--- MATERIAL PROVIDED ---

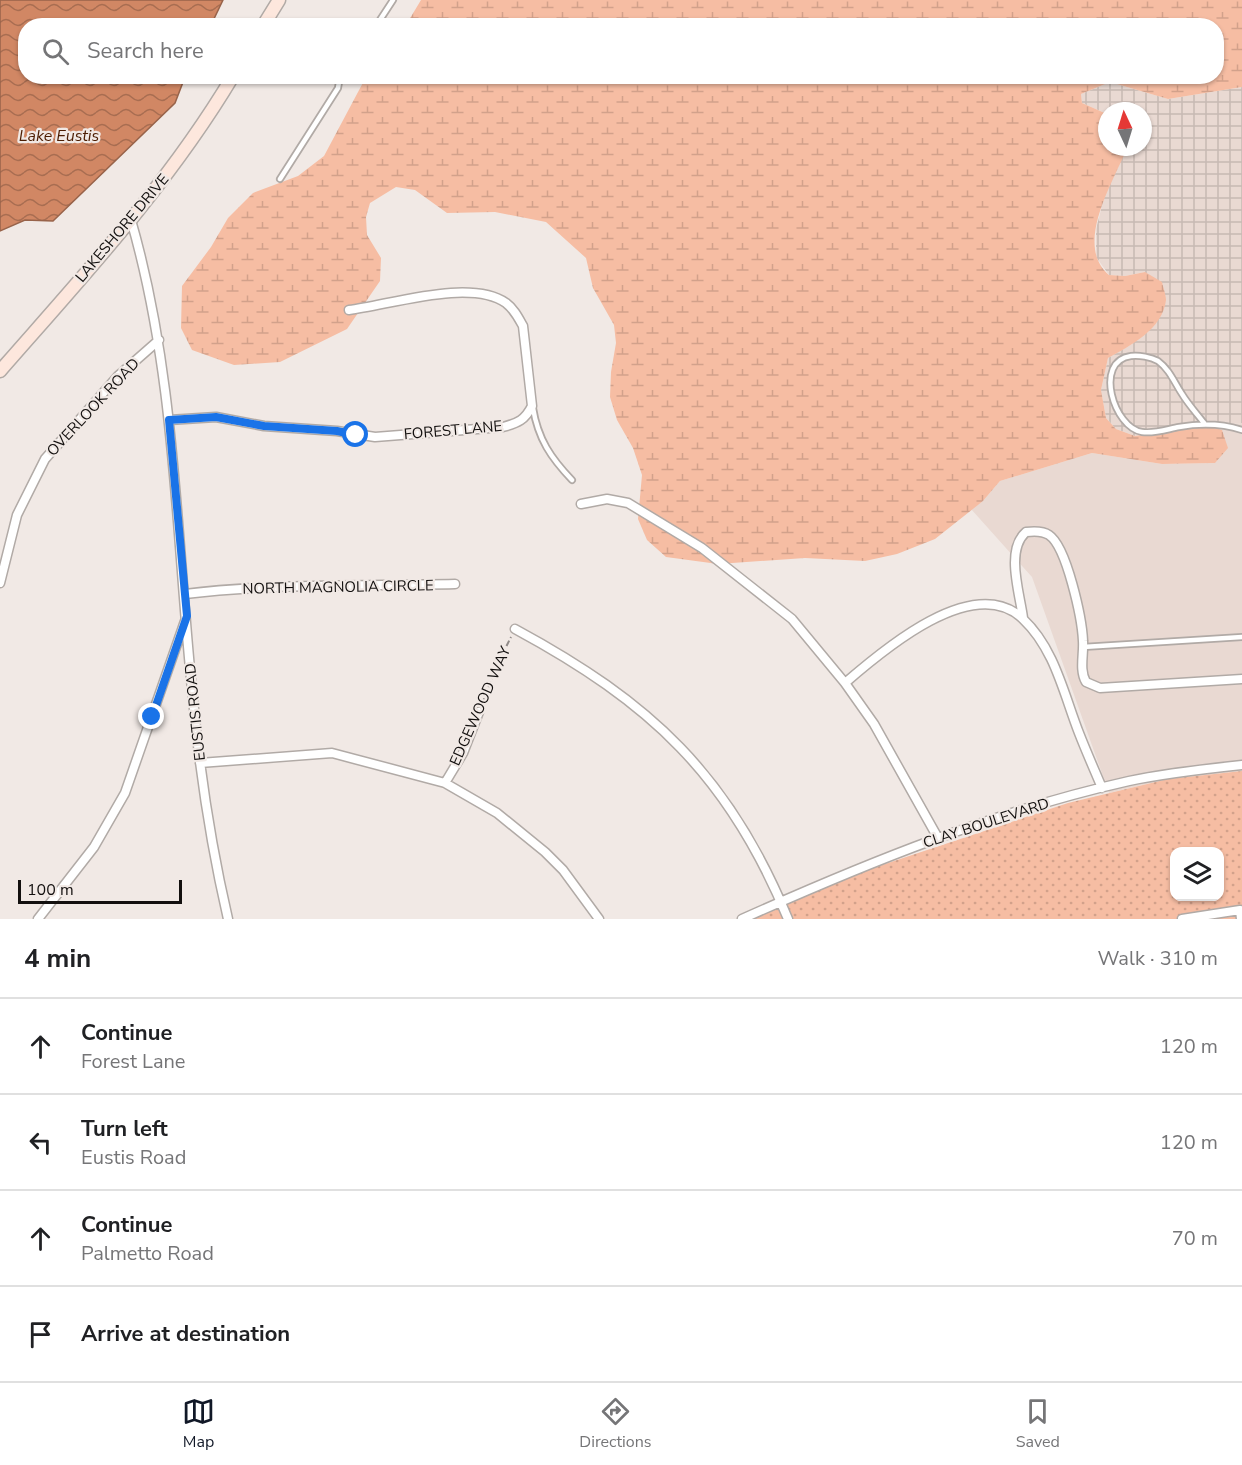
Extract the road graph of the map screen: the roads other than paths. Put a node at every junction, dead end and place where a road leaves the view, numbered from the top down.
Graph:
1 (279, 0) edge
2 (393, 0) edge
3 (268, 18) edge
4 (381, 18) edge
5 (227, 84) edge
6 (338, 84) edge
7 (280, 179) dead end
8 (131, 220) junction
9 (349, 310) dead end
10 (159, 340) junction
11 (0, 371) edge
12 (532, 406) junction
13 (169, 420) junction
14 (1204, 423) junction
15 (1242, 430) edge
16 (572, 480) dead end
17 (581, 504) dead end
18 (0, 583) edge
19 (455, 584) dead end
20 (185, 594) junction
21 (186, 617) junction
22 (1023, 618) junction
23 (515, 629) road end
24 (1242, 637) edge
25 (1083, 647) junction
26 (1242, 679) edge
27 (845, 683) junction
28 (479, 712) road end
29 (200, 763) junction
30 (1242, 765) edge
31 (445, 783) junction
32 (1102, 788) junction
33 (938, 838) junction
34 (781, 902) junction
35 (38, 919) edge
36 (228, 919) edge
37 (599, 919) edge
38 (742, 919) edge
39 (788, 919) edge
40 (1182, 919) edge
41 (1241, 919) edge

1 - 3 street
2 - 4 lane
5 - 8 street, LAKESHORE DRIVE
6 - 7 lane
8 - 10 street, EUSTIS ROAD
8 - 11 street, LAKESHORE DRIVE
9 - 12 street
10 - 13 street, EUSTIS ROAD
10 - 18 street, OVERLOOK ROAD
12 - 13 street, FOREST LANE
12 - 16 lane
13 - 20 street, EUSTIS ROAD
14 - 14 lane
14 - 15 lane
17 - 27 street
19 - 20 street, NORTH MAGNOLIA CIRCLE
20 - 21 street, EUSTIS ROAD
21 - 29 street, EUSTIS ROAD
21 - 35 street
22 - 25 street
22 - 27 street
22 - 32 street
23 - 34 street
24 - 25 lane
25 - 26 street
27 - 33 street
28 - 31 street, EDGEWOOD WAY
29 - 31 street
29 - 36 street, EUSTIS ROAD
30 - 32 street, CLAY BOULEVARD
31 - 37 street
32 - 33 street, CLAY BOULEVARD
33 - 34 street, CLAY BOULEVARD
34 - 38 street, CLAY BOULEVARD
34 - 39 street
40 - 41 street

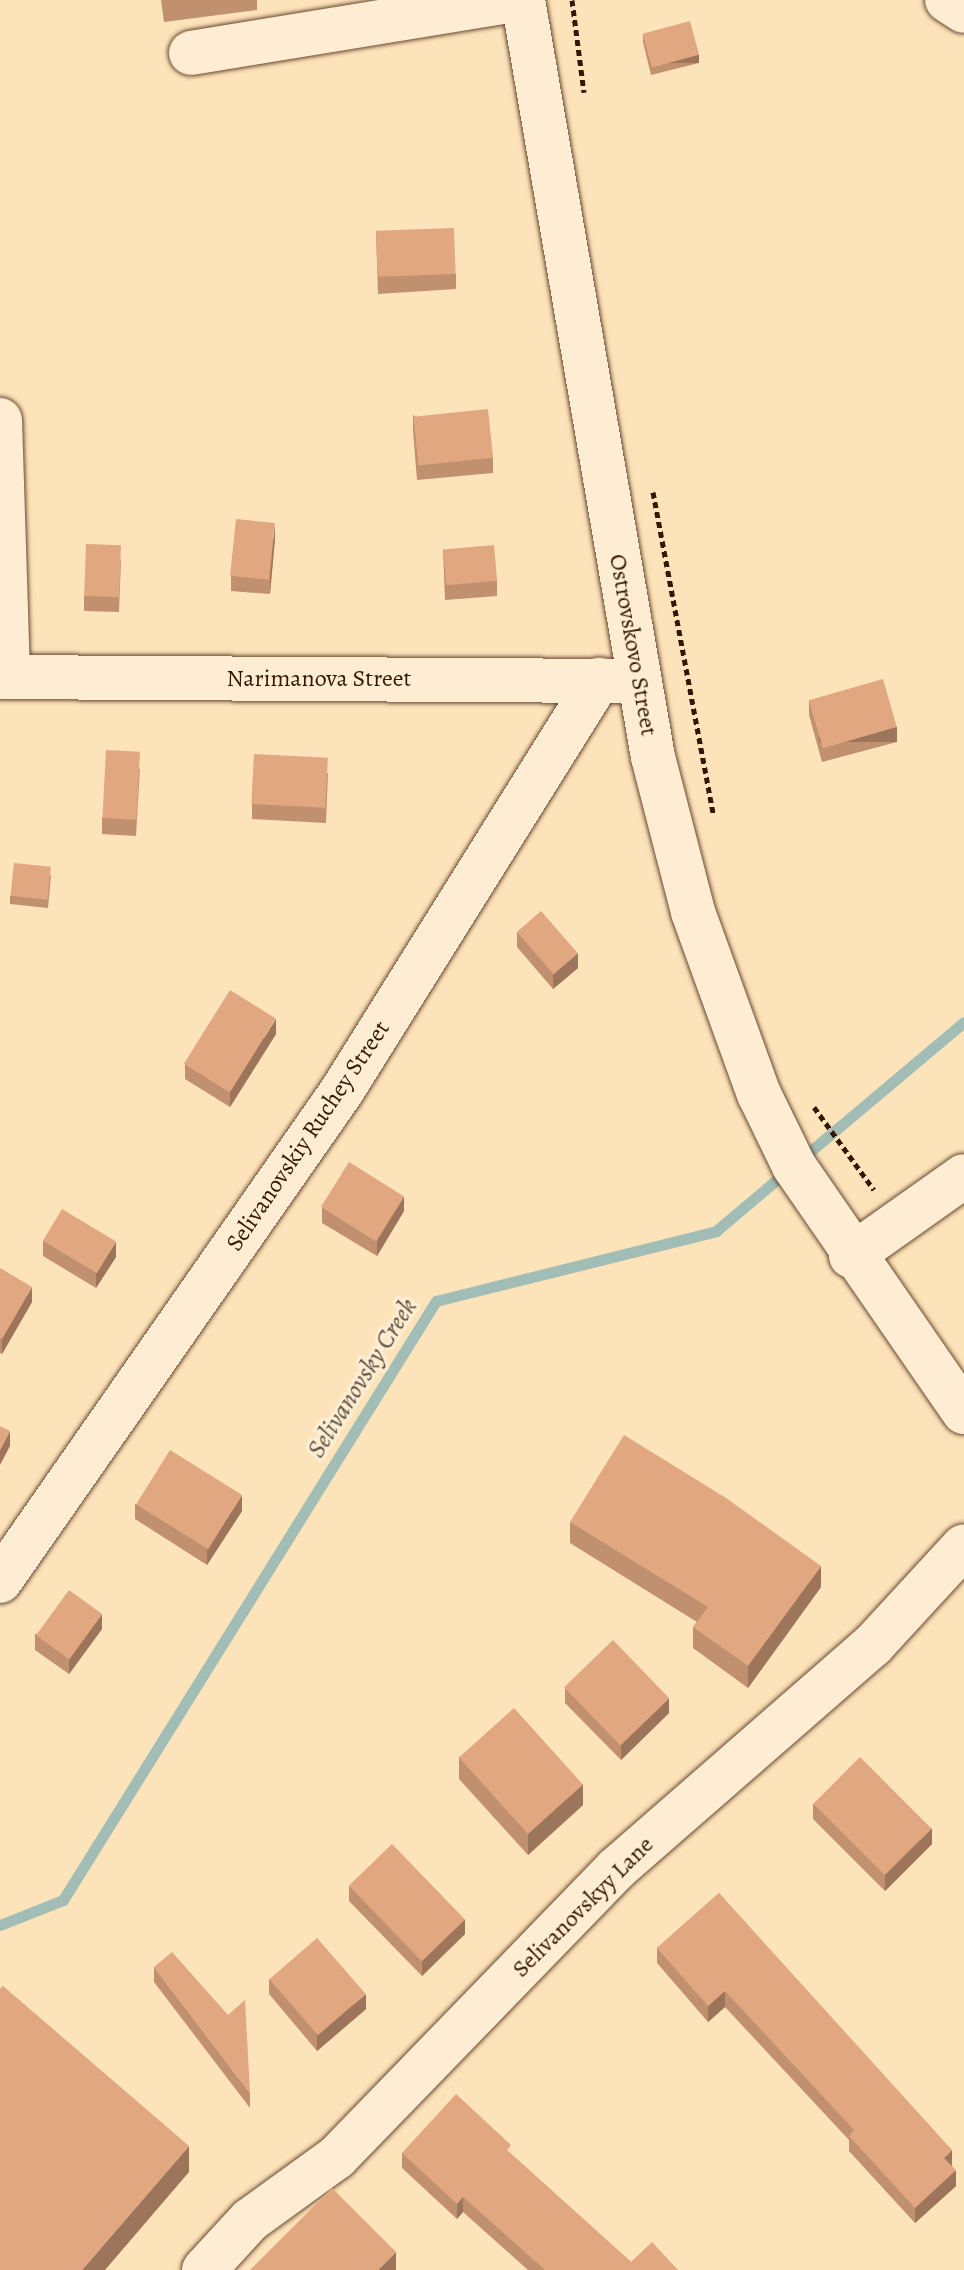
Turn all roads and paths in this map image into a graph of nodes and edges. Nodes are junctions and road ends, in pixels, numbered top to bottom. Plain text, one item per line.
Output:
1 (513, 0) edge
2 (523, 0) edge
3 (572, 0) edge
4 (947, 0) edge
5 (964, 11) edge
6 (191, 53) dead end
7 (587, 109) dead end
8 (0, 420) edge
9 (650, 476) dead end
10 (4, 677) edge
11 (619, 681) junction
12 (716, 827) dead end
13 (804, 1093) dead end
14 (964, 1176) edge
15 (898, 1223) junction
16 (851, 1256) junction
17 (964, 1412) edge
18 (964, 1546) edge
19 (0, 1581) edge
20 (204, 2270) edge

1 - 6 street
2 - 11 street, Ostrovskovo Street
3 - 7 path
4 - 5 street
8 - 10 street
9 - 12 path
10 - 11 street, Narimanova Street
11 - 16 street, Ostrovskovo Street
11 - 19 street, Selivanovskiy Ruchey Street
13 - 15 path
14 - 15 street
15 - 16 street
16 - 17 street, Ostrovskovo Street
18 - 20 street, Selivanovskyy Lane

---

**TASK PROMPT**: You are asked to output the records precisely as they appear, minus any pictures.

**OUTPUT FOR THIS EXERCISE**:
Extract the road graph of the map screen: the roads other than paths. Put a node at every junction, dead end and place where a road leaves the view, numbered from the top down.
Graph:
1 (279, 0) edge
2 (393, 0) edge
3 (268, 18) edge
4 (381, 18) edge
5 (227, 84) edge
6 (338, 84) edge
7 (280, 179) dead end
8 (131, 220) junction
9 (349, 310) dead end
10 (159, 340) junction
11 (0, 371) edge
12 (532, 406) junction
13 (169, 420) junction
14 (1204, 423) junction
15 (1242, 430) edge
16 (572, 480) dead end
17 (581, 504) dead end
18 (0, 583) edge
19 (455, 584) dead end
20 (185, 594) junction
21 (186, 617) junction
22 (1023, 618) junction
23 (515, 629) road end
24 (1242, 637) edge
25 (1083, 647) junction
26 (1242, 679) edge
27 (845, 683) junction
28 (479, 712) road end
29 (200, 763) junction
30 (1242, 765) edge
31 (445, 783) junction
32 (1102, 788) junction
33 (938, 838) junction
34 (781, 902) junction
35 (38, 919) edge
36 (228, 919) edge
37 (599, 919) edge
38 (742, 919) edge
39 (788, 919) edge
40 (1182, 919) edge
41 (1241, 919) edge

1 - 3 street
2 - 4 lane
5 - 8 street, LAKESHORE DRIVE
6 - 7 lane
8 - 10 street, EUSTIS ROAD
8 - 11 street, LAKESHORE DRIVE
9 - 12 street
10 - 13 street, EUSTIS ROAD
10 - 18 street, OVERLOOK ROAD
12 - 13 street, FOREST LANE
12 - 16 lane
13 - 20 street, EUSTIS ROAD
14 - 14 lane
14 - 15 lane
17 - 27 street
19 - 20 street, NORTH MAGNOLIA CIRCLE
20 - 21 street, EUSTIS ROAD
21 - 29 street, EUSTIS ROAD
21 - 35 street
22 - 25 street
22 - 27 street
22 - 32 street
23 - 34 street
24 - 25 lane
25 - 26 street
27 - 33 street
28 - 31 street, EDGEWOOD WAY
29 - 31 street
29 - 36 street, EUSTIS ROAD
30 - 32 street, CLAY BOULEVARD
31 - 37 street
32 - 33 street, CLAY BOULEVARD
33 - 34 street, CLAY BOULEVARD
34 - 38 street, CLAY BOULEVARD
34 - 39 street
40 - 41 street

Turn all roads and paths in this map image into a graph of nodes and edges. Nodes are junctions and road ends, in pixels, numbered top to bottom. Plain text, one item per line.
Output:
1 (513, 0) edge
2 (523, 0) edge
3 (572, 0) edge
4 (947, 0) edge
5 (964, 11) edge
6 (191, 53) dead end
7 (587, 109) dead end
8 (0, 420) edge
9 (650, 476) dead end
10 (4, 677) edge
11 (619, 681) junction
12 (716, 827) dead end
13 (804, 1093) dead end
14 (964, 1176) edge
15 (898, 1223) junction
16 (851, 1256) junction
17 (964, 1412) edge
18 (964, 1546) edge
19 (0, 1581) edge
20 (204, 2270) edge

1 - 6 street
2 - 11 street, Ostrovskovo Street
3 - 7 path
4 - 5 street
8 - 10 street
9 - 12 path
10 - 11 street, Narimanova Street
11 - 16 street, Ostrovskovo Street
11 - 19 street, Selivanovskiy Ruchey Street
13 - 15 path
14 - 15 street
15 - 16 street
16 - 17 street, Ostrovskovo Street
18 - 20 street, Selivanovskyy Lane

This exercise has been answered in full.